The 25th Legislature met twice in Committee of the Whole on March 13 and 14 to listen to testimony on the controversial VLTs. Senators now are making up for lost time – they have held several committee meetings in the last month, and the schedule remains busy with a Health, Hospitals and Human Services meeting Monday, followed by the two days of full session. Thursday and Friday are government holidays, Holy Thursday and Good Friday.
The body has yet to meet to examine the territory's finances. This does not sit well with the five minority senators who have been chomping at the bit to get the government's chief fiscal officers to provide information on the territory's finances, which remain a well-guarded secret from the public as well as the Senate.
On March 27, the government borrowed $7 million from the Public Finance Authority to stem its apparently collapsing finances. Since then, there has been much talk of the government trying to secure more funds from an unidentified source to cover May paydays. The administration has not commented on this.
In a letter dated April 2, the minority wrote Sen. President David Jones requesting a Committee of the Whole meeting for Monday. In part, the letter said, "The authorization of a $7.5 million loan from the PFA to cover the government's operational cost and the secret plan to borrow $25 million are of grave concern to the minority caucus. … The month of May is upon us, and the expectation of meeting three paydays in one month brings fear and concern to every resident of the V. I.," the letter continued.
Minority leader Raymond "Usie" Richards circulated a petition Thursday to force Jones to call the session, but he only got the signatures of the other four minority members. Eight signatures would be needed to make the petition effective.
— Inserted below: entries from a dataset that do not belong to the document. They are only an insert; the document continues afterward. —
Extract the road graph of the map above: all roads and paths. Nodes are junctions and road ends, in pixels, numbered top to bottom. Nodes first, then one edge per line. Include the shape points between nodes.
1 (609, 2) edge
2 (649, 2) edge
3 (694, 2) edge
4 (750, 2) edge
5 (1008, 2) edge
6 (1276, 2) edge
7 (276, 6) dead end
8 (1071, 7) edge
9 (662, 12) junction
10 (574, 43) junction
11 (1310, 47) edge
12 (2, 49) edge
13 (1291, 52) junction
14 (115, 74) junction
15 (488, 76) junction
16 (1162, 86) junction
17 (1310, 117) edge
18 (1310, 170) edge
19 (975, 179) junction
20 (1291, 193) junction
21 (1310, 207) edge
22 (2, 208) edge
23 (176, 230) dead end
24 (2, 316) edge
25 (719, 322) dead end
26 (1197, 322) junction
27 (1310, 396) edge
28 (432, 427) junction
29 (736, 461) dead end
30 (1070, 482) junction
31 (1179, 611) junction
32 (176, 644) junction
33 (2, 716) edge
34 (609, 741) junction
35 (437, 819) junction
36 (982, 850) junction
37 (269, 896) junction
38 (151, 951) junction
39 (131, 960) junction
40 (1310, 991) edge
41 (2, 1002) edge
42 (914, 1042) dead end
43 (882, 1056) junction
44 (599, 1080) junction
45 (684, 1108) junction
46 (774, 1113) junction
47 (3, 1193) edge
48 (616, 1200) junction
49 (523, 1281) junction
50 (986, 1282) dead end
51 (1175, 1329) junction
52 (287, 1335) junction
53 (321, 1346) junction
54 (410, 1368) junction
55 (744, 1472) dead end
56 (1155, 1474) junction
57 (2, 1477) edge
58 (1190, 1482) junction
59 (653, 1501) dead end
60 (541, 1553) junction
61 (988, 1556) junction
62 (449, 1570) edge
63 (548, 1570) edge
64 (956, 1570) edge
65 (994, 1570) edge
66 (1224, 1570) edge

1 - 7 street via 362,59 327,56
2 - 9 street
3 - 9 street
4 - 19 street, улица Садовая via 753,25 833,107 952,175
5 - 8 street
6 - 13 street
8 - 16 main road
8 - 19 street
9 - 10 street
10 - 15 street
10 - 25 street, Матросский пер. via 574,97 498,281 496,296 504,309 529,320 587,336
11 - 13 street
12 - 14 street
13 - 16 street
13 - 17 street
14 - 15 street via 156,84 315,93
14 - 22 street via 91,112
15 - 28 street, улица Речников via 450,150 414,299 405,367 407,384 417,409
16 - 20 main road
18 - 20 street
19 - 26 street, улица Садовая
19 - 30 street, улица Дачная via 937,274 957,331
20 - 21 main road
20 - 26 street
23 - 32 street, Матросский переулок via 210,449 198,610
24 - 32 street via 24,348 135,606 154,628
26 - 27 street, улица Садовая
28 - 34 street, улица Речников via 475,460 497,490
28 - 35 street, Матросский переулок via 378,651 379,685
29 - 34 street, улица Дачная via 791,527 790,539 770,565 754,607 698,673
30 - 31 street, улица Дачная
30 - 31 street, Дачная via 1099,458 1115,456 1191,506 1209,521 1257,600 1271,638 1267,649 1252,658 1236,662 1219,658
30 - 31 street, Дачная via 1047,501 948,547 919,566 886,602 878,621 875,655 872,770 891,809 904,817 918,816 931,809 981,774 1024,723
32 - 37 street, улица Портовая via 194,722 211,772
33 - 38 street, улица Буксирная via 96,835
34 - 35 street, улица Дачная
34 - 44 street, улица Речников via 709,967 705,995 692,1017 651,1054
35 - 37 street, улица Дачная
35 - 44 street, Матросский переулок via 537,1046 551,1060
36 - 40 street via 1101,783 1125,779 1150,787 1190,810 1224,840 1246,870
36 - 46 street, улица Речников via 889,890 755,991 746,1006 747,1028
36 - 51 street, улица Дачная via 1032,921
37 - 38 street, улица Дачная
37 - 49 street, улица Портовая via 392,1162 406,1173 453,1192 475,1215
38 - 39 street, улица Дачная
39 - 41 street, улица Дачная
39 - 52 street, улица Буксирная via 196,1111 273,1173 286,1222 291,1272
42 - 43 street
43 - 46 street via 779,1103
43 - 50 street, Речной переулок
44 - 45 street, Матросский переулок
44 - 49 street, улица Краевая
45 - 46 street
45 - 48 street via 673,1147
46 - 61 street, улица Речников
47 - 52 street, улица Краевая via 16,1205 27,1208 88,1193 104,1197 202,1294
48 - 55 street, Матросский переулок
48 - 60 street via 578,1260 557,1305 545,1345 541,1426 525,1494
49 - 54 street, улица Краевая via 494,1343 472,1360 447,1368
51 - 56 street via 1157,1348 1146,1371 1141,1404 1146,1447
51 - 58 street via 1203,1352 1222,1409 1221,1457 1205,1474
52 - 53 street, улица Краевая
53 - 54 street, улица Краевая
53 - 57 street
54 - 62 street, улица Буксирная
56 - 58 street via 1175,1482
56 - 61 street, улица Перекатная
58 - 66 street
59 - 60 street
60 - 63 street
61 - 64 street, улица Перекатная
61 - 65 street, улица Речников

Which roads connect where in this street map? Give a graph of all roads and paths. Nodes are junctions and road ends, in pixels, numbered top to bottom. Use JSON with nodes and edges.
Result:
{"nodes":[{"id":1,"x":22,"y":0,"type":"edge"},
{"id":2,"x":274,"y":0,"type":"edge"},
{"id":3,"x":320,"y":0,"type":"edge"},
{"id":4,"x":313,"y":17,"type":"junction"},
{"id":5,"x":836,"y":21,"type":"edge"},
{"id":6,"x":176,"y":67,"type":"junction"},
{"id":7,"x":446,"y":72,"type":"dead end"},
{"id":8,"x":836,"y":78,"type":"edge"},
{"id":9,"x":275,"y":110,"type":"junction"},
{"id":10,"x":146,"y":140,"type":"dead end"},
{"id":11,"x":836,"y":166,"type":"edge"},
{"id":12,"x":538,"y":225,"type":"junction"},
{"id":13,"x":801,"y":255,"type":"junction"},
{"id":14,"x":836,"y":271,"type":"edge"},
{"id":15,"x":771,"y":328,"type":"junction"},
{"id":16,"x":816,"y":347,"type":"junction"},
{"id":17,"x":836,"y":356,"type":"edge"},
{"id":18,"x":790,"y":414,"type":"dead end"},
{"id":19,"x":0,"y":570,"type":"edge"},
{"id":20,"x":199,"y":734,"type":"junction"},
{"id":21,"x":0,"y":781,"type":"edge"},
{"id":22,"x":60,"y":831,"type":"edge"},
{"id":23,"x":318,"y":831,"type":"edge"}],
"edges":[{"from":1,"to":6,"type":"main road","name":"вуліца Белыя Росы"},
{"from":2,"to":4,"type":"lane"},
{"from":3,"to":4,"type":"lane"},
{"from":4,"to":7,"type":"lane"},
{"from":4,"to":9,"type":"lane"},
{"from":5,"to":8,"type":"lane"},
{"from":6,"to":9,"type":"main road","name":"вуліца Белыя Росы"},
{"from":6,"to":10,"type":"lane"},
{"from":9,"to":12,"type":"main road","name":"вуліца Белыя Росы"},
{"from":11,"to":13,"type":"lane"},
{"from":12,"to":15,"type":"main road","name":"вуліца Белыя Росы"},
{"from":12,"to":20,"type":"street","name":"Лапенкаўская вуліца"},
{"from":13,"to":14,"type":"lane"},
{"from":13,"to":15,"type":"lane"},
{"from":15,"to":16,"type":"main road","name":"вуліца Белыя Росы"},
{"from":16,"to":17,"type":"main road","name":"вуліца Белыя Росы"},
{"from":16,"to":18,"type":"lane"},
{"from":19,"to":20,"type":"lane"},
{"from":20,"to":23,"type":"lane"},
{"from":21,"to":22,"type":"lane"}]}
Jones has not formally responded to the minority's request. However, there may be hope from another source, but not for six weeks. Finance Chairman Adlah "Foncie" Donastorg wrote Richards that he would be pleased to hold a meeting with the government fiscal officers, but the earliest date he has open is May 20.
"I share many of your concerns about the current fiscal crisis," Donastorg wrote, "and the ongoing efforts to borrow money simply to maintain daily operations. While the Finance Committee and the post audit division have made many inroads since January, we all require a great deal more data in order to make informed decisions, and to move towards resolution of these matters."
On next week's agenda are several board nominations, as well as resolutions and a mountain of agricultural leases.
The nominations are Cedric Swan and Lowell A. Thomas Sr., V.I. Lottery Commission; Fred Vialet Jr., Board of Land Use Appeals; Lisa Davis, Government Employees Service Commission and Health Insurance Board of Trustees; Lawrence Lewis, Agriculture commissioner; Roy D. Jackson, Auguste Rimpel Jr. and Henry Smock, University of the Virgin Islands board of trustees; Horace Brooks, Natalie Thomas and Samuel Topp, V.I. Government Hospitals and Health Facilities Corp.; and Elton Lewis, Police commissioner.